(Saved data entries)
========================================
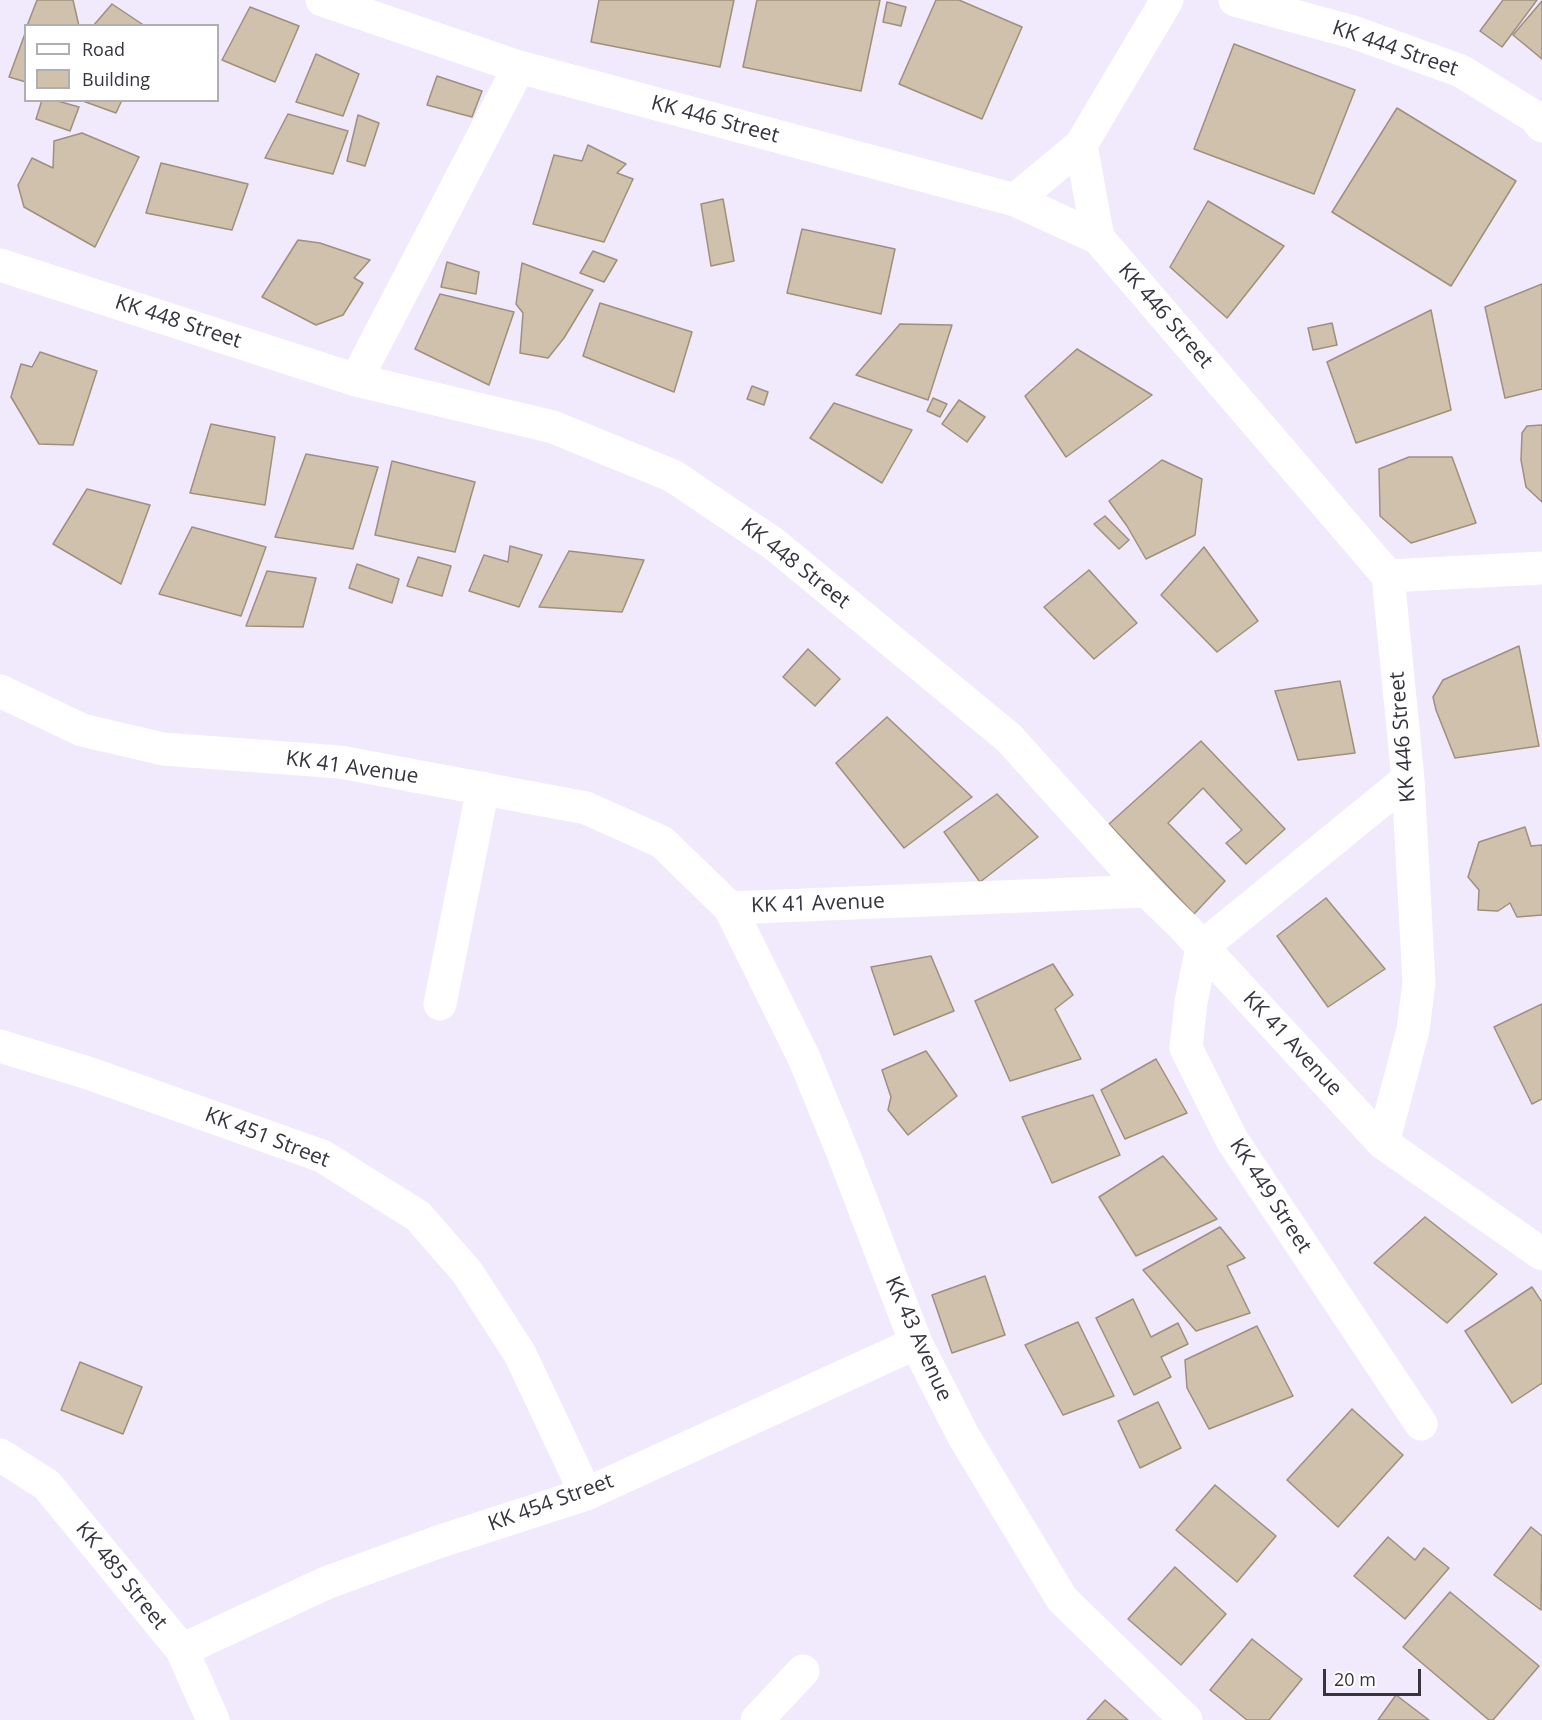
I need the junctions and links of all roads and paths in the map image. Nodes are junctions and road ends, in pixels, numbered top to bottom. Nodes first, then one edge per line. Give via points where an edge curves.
1 (322, 0) edge
2 (1167, 0) edge
3 (1235, 0) edge
4 (519, 67) junction
5 (1542, 126) edge
6 (1081, 145) junction
7 (1015, 200) junction
8 (1098, 238) junction
9 (0, 265) edge
10 (356, 380) junction
11 (1542, 568) edge
12 (1388, 576) junction
13 (0, 690) edge
14 (1408, 780) junction
15 (483, 788) junction
16 (1147, 891) junction
17 (730, 908) junction
18 (1202, 947) junction
19 (440, 1004) dead end
20 (0, 1046) edge
21 (1383, 1143) junction
22 (1542, 1254) edge
23 (916, 1343) junction
24 (1421, 1424) dead end
25 (0, 1455) edge
26 (586, 1494) junction
27 (182, 1650) junction
28 (803, 1671) dead end
29 (213, 1720) edge
30 (757, 1720) edge
31 (1186, 1720) edge

1 - 4 street, KK 446 Street
2 - 6 street
3 - 5 street, KK 444 Street via 1353,32 1461,71 1535,117
4 - 7 street, KK 446 Street
4 - 10 street
6 - 7 street
6 - 8 street
7 - 8 street, KK 446 Street
8 - 12 street, KK 446 Street
9 - 10 street, KK 448 Street
10 - 16 street, KK 448 Street via 553,427 673,476 774,544 1009,738
11 - 12 street
12 - 14 street, KK 446 Street
13 - 15 street, KK 41 Avenue via 82,730 163,749 340,762
14 - 18 street
14 - 21 street, KK 446 Street via 1419,983 1413,1030
15 - 17 street, KK 41 Avenue via 586,808 662,842
15 - 19 street
16 - 17 street, KK 41 Avenue
16 - 18 street, KK 41 Avenue
17 - 23 street, KK 43 Avenue via 804,1058
18 - 21 street, KK 41 Avenue
18 - 24 street, KK 449 Street via 1186,1048 1232,1140
20 - 26 street, KK 451 Street via 322,1156 418,1216 467,1272 520,1354
21 - 22 street, KK 41 Avenue
23 - 26 street, KK 454 Street
23 - 31 street, KK 43 Avenue via 964,1437 1062,1599
25 - 27 street, KK 485 Street via 47,1485
26 - 27 street, KK 454 Street via 326,1583
27 - 29 street, KK 485 Street
28 - 30 street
========================================
Count the lines in the records that contain the word "dead", and give only that number.

● **WRITTEN RESPONSE**: 3